TASK DIRECTIONS: The answer should match the entries that follow exactly, except that no image appears in it.

** ENTRIES SUPPLIED follows **

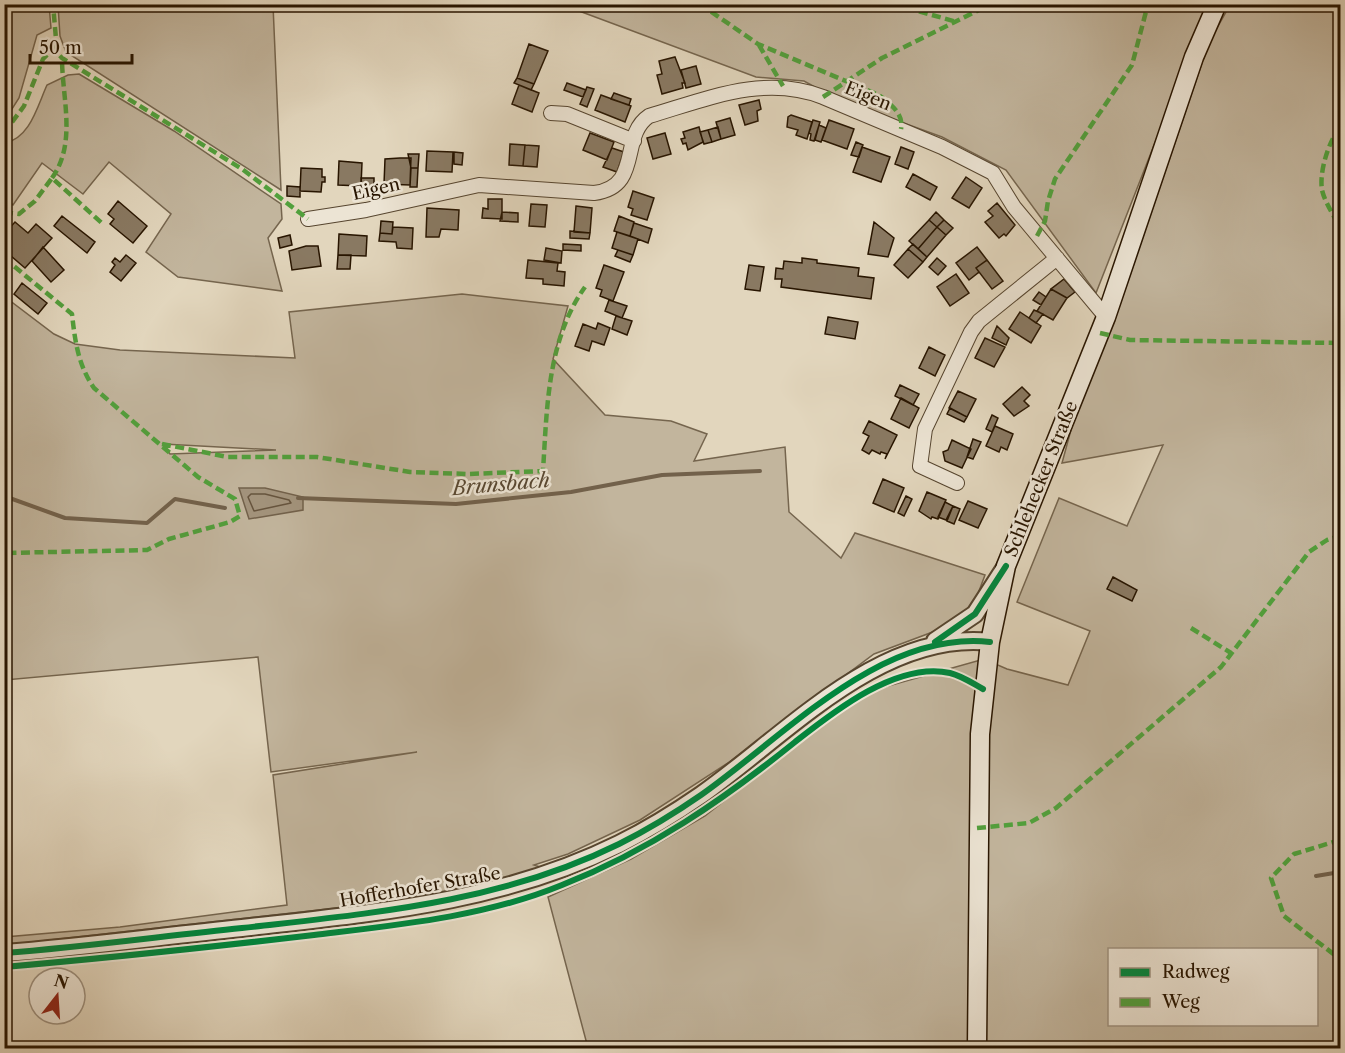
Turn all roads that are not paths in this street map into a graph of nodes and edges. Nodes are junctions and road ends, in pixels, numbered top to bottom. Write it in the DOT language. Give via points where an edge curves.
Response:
graph roads {
  1 [pos="1217,4"];
  2 [pos="550,113"];
  3 [pos="634,141"];
  4 [pos="308,219"];
  5 [pos="1058,258"];
  6 [pos="1106,316"];
  7 [pos="957,483"];
  8 [pos="1006,566"];
  9 [pos="990,642"];
  10 [pos="922,650"];
  11 [pos="4,953"];
  12 [pos="977,1048"];
  1 -- 6 [label="main road, Schlehecker Straße" via="1194,57"];
  2 -- 3 [label="street" via="567,114"];
  3 -- 4 [label="street, Eigen" via="624,174 615,188 607,192 479,185"];
  3 -- 5 [label="street, Eigen" via="641,121 649,116 746,88 802,89 993,173 1014,207"];
  5 -- 6 [label="street, Eigen"];
  5 -- 7 [label="street" via="979,321 925,429 920,466"];
  6 -- 8 [label="main road, Schlehecker Straße"];
  8 -- 9 [label="main road, Schlehecker Straße"];
  8 -- 10 [label="street" via="975,614"];
  9 -- 10 [label="street, Hofferhofer Straße" via="968,640"];
  9 -- 12 [label="main road, Schlehecker Straße" via="980,734"];
  10 -- 11 [label="street, Hofferhofer Straße" via="847,684 700,796 648,828 594,856 520,885 398,910"];
}
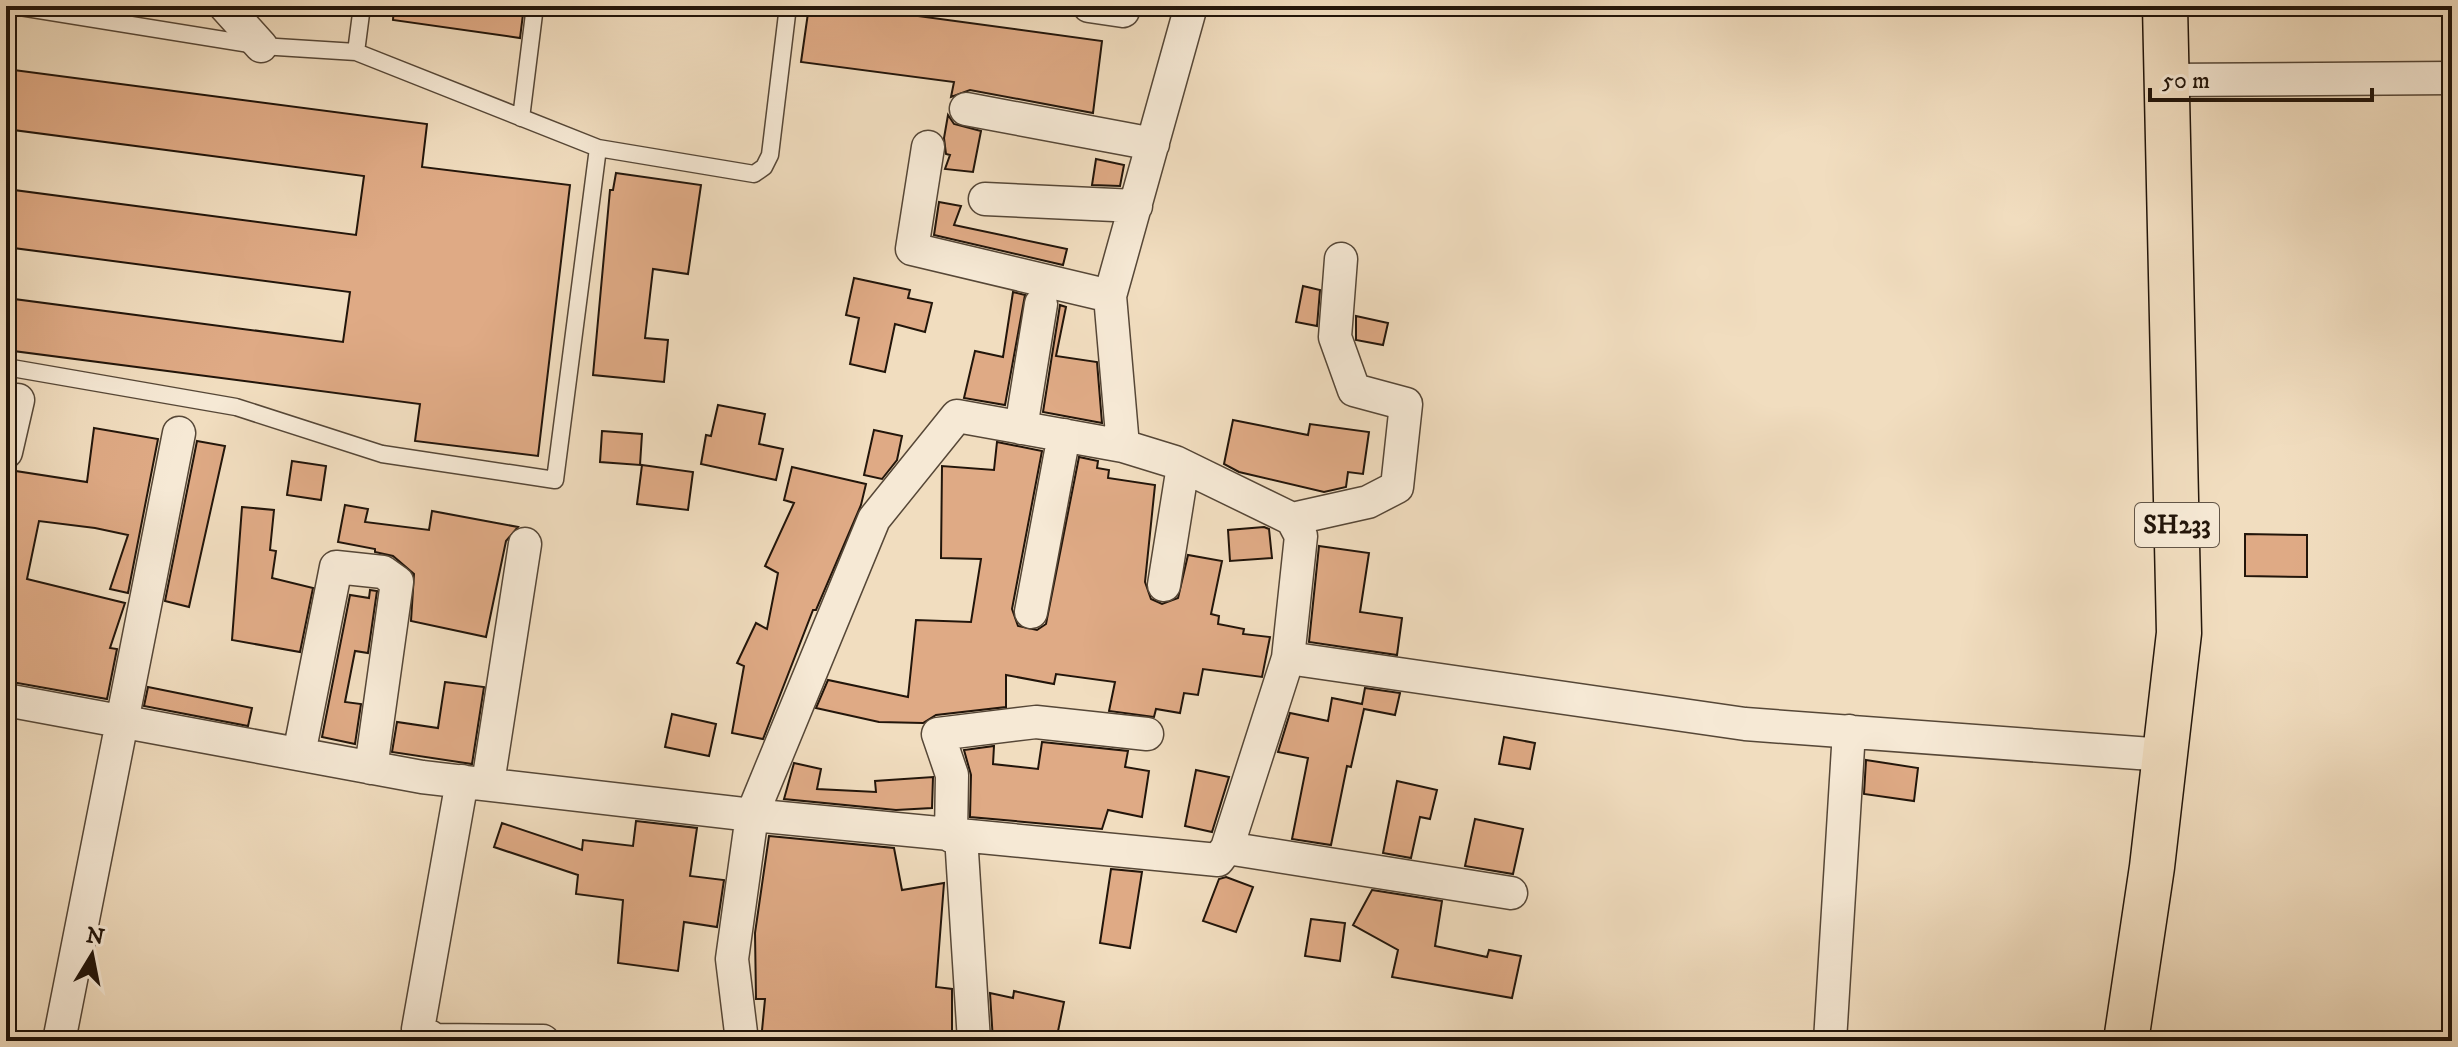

** End of ENTRIES SUPPLIED **

WRITTEN SOLUTION:
Turn all roads that are not paths in this street map into a graph of nodes and edges. Nodes are junctions and road ends, in pixels, numbered top to bottom. Write it in the DOT language. Give via points where an edge curves.
Response:
graph roads {
  1 [pos="1217,4"];
  2 [pos="550,113"];
  3 [pos="634,141"];
  4 [pos="308,219"];
  5 [pos="1058,258"];
  6 [pos="1106,316"];
  7 [pos="957,483"];
  8 [pos="1006,566"];
  9 [pos="990,642"];
  10 [pos="922,650"];
  11 [pos="4,953"];
  12 [pos="977,1048"];
  1 -- 6 [label="main road, Schlehecker Straße" via="1194,57"];
  2 -- 3 [label="street" via="567,114"];
  3 -- 4 [label="street, Eigen" via="624,174 615,188 607,192 479,185"];
  3 -- 5 [label="street, Eigen" via="641,121 649,116 746,88 802,89 993,173 1014,207"];
  5 -- 6 [label="street, Eigen"];
  5 -- 7 [label="street" via="979,321 925,429 920,466"];
  6 -- 8 [label="main road, Schlehecker Straße"];
  8 -- 9 [label="main road, Schlehecker Straße"];
  8 -- 10 [label="street" via="975,614"];
  9 -- 10 [label="street, Hofferhofer Straße" via="968,640"];
  9 -- 12 [label="main road, Schlehecker Straße" via="980,734"];
  10 -- 11 [label="street, Hofferhofer Straße" via="847,684 700,796 648,828 594,856 520,885 398,910"];
}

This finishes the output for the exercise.